"""

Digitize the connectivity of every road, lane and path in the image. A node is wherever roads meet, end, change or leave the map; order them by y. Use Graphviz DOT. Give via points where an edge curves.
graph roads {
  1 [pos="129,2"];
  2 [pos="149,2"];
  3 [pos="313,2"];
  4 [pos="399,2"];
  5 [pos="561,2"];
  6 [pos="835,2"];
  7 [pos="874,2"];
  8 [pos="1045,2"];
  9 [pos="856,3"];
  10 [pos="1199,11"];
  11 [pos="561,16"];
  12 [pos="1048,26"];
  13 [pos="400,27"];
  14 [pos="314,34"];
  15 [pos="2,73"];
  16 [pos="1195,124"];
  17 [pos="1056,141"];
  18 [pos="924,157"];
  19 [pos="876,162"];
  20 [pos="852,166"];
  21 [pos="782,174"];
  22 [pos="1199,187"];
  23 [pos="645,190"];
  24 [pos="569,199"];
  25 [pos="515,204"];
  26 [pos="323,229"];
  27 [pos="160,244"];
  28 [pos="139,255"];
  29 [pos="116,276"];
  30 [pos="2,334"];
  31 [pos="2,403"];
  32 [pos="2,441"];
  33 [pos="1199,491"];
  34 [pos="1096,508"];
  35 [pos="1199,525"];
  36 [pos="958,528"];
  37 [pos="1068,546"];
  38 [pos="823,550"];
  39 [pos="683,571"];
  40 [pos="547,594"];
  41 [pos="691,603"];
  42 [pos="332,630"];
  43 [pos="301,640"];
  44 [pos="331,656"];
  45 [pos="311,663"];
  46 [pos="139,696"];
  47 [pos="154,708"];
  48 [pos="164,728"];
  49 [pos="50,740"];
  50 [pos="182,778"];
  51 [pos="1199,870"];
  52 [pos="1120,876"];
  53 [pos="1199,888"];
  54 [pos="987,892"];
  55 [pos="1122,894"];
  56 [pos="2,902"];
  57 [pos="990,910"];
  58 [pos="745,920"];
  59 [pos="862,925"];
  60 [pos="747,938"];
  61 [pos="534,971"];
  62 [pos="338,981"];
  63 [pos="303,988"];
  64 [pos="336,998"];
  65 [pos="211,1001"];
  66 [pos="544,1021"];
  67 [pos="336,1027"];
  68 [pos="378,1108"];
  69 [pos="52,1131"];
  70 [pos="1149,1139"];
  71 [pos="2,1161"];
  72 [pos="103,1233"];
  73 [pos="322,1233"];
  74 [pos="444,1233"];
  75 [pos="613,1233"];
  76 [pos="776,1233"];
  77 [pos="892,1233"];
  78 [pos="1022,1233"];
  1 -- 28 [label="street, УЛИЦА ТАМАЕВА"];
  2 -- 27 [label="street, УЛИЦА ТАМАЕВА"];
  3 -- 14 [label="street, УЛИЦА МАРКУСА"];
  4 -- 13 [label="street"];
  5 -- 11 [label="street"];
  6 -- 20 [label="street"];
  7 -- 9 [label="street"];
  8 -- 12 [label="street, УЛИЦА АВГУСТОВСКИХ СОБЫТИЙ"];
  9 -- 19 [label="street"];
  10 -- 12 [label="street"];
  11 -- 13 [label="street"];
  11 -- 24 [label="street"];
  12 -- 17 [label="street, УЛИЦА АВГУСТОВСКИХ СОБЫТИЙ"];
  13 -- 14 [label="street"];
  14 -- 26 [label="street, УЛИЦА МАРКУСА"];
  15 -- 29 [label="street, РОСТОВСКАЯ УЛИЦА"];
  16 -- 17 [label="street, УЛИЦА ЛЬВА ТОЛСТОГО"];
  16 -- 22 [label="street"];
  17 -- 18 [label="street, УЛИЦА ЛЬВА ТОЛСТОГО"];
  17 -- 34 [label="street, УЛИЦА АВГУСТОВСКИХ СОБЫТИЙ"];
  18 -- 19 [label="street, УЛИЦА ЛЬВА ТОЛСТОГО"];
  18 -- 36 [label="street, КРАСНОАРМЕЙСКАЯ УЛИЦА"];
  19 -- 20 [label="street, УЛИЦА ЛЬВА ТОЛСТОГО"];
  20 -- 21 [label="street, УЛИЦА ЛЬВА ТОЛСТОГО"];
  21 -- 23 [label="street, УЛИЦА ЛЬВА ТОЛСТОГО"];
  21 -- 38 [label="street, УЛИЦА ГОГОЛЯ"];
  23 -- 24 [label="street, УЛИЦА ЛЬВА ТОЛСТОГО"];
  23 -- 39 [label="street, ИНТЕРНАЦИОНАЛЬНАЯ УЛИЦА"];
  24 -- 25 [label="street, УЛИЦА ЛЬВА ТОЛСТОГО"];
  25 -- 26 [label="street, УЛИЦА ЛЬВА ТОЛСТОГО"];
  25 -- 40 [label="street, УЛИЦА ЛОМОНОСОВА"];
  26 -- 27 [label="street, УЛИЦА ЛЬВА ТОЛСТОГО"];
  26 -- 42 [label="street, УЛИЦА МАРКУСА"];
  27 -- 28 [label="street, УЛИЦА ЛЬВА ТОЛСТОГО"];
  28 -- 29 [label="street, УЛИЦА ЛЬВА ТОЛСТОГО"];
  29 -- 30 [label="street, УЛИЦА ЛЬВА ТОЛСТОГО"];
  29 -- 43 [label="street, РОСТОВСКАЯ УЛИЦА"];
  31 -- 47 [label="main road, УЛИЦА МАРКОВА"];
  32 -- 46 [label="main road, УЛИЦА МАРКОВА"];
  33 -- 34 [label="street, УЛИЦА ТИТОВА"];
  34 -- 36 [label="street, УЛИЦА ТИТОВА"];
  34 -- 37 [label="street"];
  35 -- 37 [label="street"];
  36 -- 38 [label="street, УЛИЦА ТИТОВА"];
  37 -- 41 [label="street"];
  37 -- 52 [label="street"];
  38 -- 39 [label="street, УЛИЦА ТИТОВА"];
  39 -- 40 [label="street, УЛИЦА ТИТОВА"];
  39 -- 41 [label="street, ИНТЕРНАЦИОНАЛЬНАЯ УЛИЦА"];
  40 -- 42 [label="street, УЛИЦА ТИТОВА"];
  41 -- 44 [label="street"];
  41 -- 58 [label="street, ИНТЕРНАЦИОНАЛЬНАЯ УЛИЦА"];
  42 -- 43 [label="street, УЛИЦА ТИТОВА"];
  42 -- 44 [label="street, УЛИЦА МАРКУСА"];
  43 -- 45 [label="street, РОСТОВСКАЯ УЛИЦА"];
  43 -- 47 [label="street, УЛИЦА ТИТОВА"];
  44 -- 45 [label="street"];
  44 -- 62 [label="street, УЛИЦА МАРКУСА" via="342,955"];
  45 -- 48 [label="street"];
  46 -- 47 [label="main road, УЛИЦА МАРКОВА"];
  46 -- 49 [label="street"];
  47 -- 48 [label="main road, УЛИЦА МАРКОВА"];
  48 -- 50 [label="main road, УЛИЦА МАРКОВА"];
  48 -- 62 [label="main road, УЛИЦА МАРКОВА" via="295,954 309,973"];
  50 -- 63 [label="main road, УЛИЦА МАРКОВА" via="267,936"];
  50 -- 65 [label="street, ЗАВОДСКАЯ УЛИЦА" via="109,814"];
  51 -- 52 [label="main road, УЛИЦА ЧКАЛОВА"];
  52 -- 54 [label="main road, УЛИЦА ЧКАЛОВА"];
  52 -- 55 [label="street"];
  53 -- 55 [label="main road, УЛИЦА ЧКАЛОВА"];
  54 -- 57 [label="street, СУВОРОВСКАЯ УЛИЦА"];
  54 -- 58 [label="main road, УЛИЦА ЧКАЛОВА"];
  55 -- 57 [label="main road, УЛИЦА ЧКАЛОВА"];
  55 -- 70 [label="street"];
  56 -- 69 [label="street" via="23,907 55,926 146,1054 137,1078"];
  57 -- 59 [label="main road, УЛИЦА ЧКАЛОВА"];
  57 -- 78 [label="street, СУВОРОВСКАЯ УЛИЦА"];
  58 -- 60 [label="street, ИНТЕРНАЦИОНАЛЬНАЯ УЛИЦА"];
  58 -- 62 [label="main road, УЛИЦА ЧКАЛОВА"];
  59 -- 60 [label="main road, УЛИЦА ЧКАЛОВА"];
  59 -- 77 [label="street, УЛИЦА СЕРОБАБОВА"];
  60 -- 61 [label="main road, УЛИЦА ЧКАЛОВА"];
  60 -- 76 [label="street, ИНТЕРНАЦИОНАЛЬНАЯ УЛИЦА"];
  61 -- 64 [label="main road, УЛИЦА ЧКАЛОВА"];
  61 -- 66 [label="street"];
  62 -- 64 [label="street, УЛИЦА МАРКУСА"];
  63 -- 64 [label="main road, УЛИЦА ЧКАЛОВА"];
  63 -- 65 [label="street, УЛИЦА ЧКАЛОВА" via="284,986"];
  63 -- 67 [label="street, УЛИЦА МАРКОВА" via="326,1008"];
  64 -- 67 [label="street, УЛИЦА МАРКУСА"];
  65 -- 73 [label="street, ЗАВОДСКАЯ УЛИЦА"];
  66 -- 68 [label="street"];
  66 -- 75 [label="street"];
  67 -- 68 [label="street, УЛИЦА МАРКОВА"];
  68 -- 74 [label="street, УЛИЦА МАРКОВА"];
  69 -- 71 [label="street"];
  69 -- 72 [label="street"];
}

"""

Go through the material and copy every line in which the word "СУВОРОВСКАЯ" occurs.

  54 -- 57 [label="street, СУВОРОВСКАЯ УЛИЦА"];
  57 -- 78 [label="street, СУВОРОВСКАЯ УЛИЦА"];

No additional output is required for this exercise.